··· PROVIDED RECORDS ···

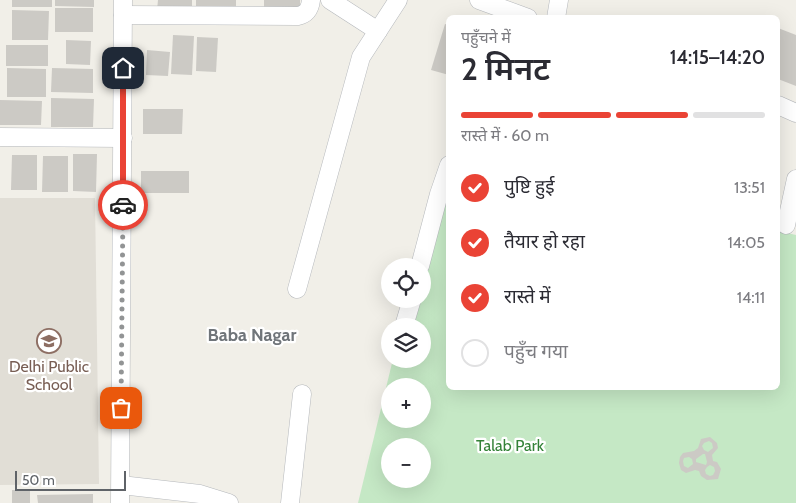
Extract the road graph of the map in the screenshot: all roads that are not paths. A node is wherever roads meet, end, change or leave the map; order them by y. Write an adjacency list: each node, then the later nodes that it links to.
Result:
1 (312, 0): 7 (street)
2 (330, 0): 10 (street)
3 (398, 0): 10 (street)
4 (480, 0): 8 (street)
5 (559, 0): 9 (street)
6 (123, 7): 7 (street); 14 (street)
7 (253, 7)
8 (501, 13)
9 (556, 15)
10 (378, 31): 19 (street)
11 (780, 106): 12 (street)
12 (796, 113)
13 (0, 138): 14 (street)
14 (123, 138): 21 (street)
15 (446, 174): 18 (street)
16 (796, 179): 17 (street)
17 (786, 225)
18 (422, 258)
19 (297, 289)
20 (302, 394): 24 (street)
21 (120, 485): 22 (street); 23 (street)
22 (120, 503)
23 (229, 503)
24 (290, 503)

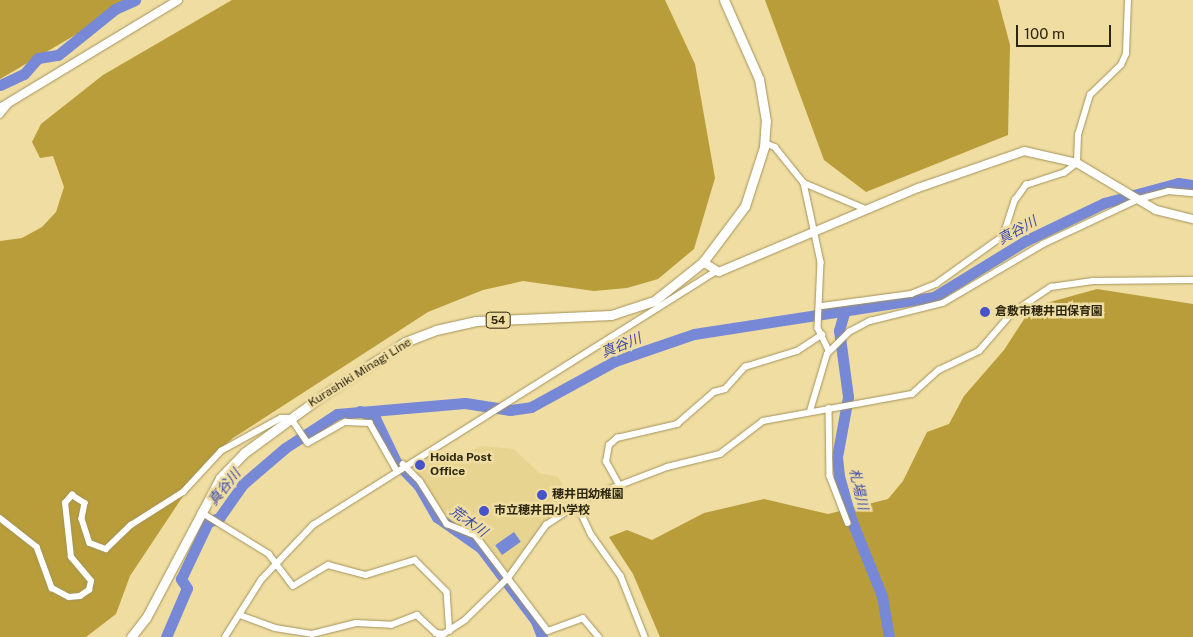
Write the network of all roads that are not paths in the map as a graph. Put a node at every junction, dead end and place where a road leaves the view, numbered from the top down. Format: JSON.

···

**INSTRUCTIONS FOR THE TASK**
Reproduce the listing word for word, but keep the pictures out of it.

**ANSWER SECTION**
Extract the road graph of the map in the screenshot: all roads that are not paths. A node is wherever roads meet, end, change or leave the map; order them by y. Write an adjacency list: each node, then the later nodes that it links to.
Result:
1 (312, 0): 7 (street)
2 (330, 0): 10 (street)
3 (398, 0): 10 (street)
4 (480, 0): 8 (street)
5 (559, 0): 9 (street)
6 (123, 7): 7 (street); 14 (street)
7 (253, 7)
8 (501, 13)
9 (556, 15)
10 (378, 31): 19 (street)
11 (780, 106): 12 (street)
12 (796, 113)
13 (0, 138): 14 (street)
14 (123, 138): 21 (street)
15 (446, 174): 18 (street)
16 (796, 179): 17 (street)
17 (786, 225)
18 (422, 258)
19 (297, 289)
20 (302, 394): 24 (street)
21 (120, 485): 22 (street); 23 (street)
22 (120, 503)
23 (229, 503)
24 (290, 503)

Write the network of all roads that are not paths in the map as a graph. Put a node at every junction, dead end and place where a road leaves the view, numbered from the top down. Format: JSON.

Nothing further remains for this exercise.